• _TASK PROMPT_:
Set down the entries that follow exactly as written, leaving out any images.

────────────────────

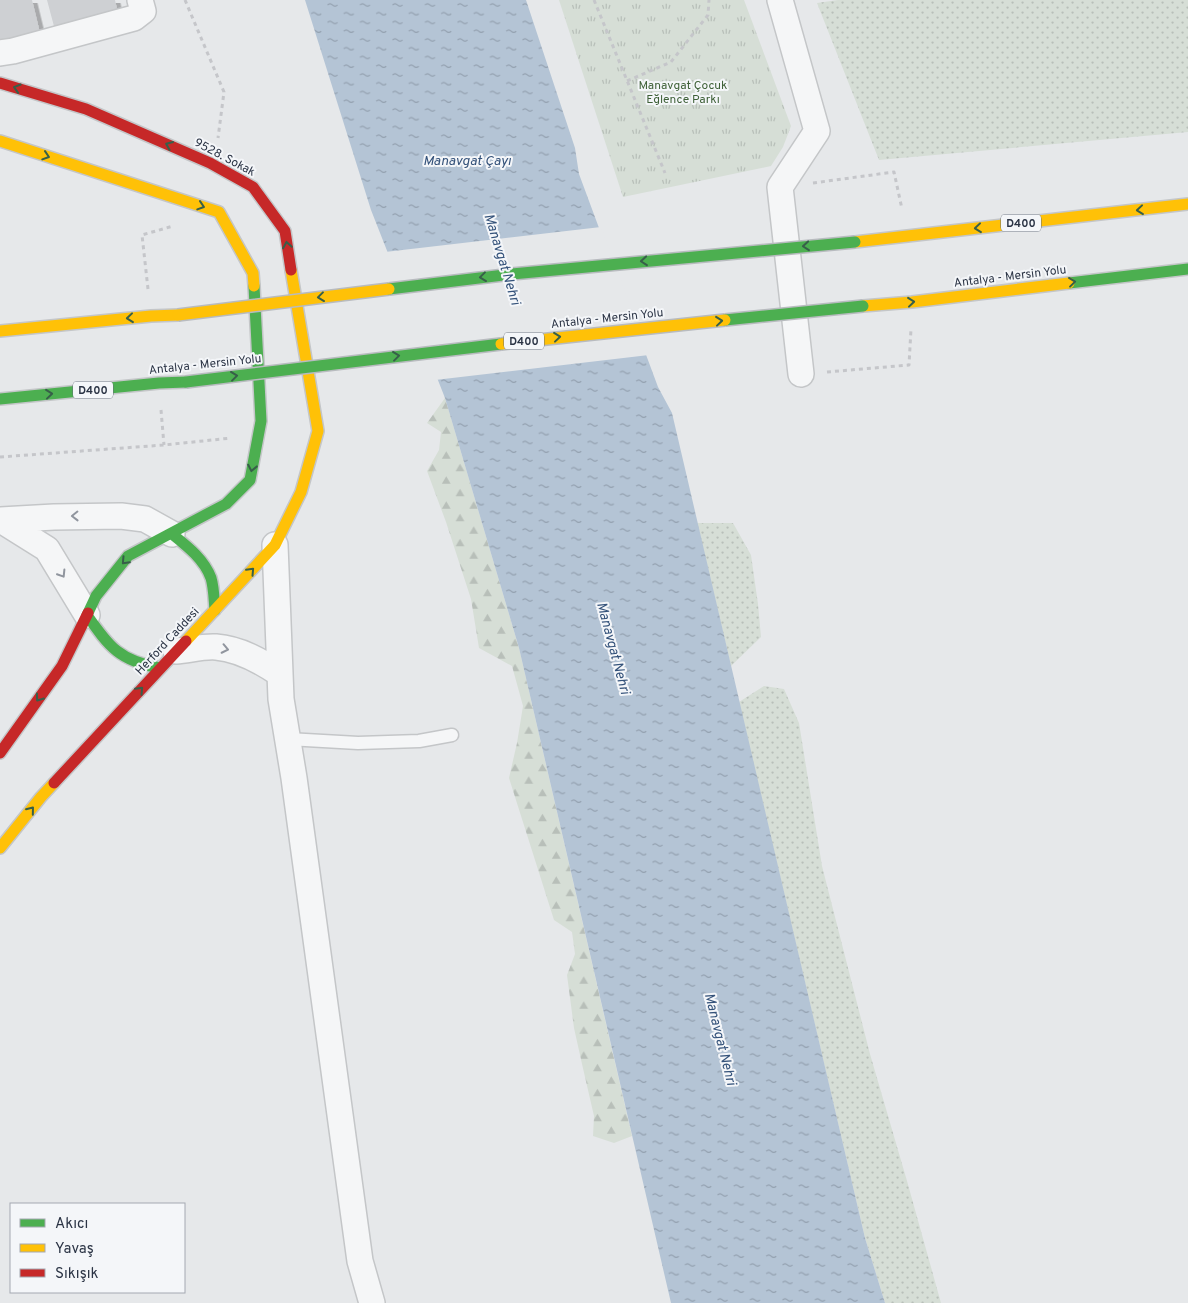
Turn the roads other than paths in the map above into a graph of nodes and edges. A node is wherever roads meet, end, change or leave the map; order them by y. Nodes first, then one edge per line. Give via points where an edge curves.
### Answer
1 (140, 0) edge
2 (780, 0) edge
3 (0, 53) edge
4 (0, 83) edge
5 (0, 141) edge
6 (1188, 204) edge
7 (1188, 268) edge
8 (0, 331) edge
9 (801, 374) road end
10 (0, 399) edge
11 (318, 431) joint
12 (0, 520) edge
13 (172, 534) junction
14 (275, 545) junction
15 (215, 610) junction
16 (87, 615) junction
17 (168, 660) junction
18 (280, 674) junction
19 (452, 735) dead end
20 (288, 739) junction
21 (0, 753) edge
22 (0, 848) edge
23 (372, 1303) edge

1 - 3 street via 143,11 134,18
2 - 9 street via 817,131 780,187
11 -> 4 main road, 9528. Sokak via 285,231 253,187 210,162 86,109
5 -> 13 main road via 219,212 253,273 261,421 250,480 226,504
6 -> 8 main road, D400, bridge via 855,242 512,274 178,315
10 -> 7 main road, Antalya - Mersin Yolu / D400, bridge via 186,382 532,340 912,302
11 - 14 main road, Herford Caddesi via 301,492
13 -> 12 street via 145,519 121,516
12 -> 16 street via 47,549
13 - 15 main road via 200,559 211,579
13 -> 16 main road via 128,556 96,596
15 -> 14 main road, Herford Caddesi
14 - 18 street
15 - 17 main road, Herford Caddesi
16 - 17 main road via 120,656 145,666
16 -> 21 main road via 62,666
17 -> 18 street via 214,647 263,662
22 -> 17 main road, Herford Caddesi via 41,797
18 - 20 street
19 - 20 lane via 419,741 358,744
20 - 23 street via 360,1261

────────────────────

• _ANSWER SPACE_:
Turn the roads other than paths in the map above into a graph of nodes and edges. A node is wherever roads meet, end, change or leave the map; order them by y. Nodes first, then one edge per line. Give via points where an edge curves.
### Answer
1 (140, 0) edge
2 (780, 0) edge
3 (0, 53) edge
4 (0, 83) edge
5 (0, 141) edge
6 (1188, 204) edge
7 (1188, 268) edge
8 (0, 331) edge
9 (801, 374) road end
10 (0, 399) edge
11 (318, 431) joint
12 (0, 520) edge
13 (172, 534) junction
14 (275, 545) junction
15 (215, 610) junction
16 (87, 615) junction
17 (168, 660) junction
18 (280, 674) junction
19 (452, 735) dead end
20 (288, 739) junction
21 (0, 753) edge
22 (0, 848) edge
23 (372, 1303) edge

1 - 3 street via 143,11 134,18
2 - 9 street via 817,131 780,187
11 -> 4 main road, 9528. Sokak via 285,231 253,187 210,162 86,109
5 -> 13 main road via 219,212 253,273 261,421 250,480 226,504
6 -> 8 main road, D400, bridge via 855,242 512,274 178,315
10 -> 7 main road, Antalya - Mersin Yolu / D400, bridge via 186,382 532,340 912,302
11 - 14 main road, Herford Caddesi via 301,492
13 -> 12 street via 145,519 121,516
12 -> 16 street via 47,549
13 - 15 main road via 200,559 211,579
13 -> 16 main road via 128,556 96,596
15 -> 14 main road, Herford Caddesi
14 - 18 street
15 - 17 main road, Herford Caddesi
16 - 17 main road via 120,656 145,666
16 -> 21 main road via 62,666
17 -> 18 street via 214,647 263,662
22 -> 17 main road, Herford Caddesi via 41,797
18 - 20 street
19 - 20 lane via 419,741 358,744
20 - 23 street via 360,1261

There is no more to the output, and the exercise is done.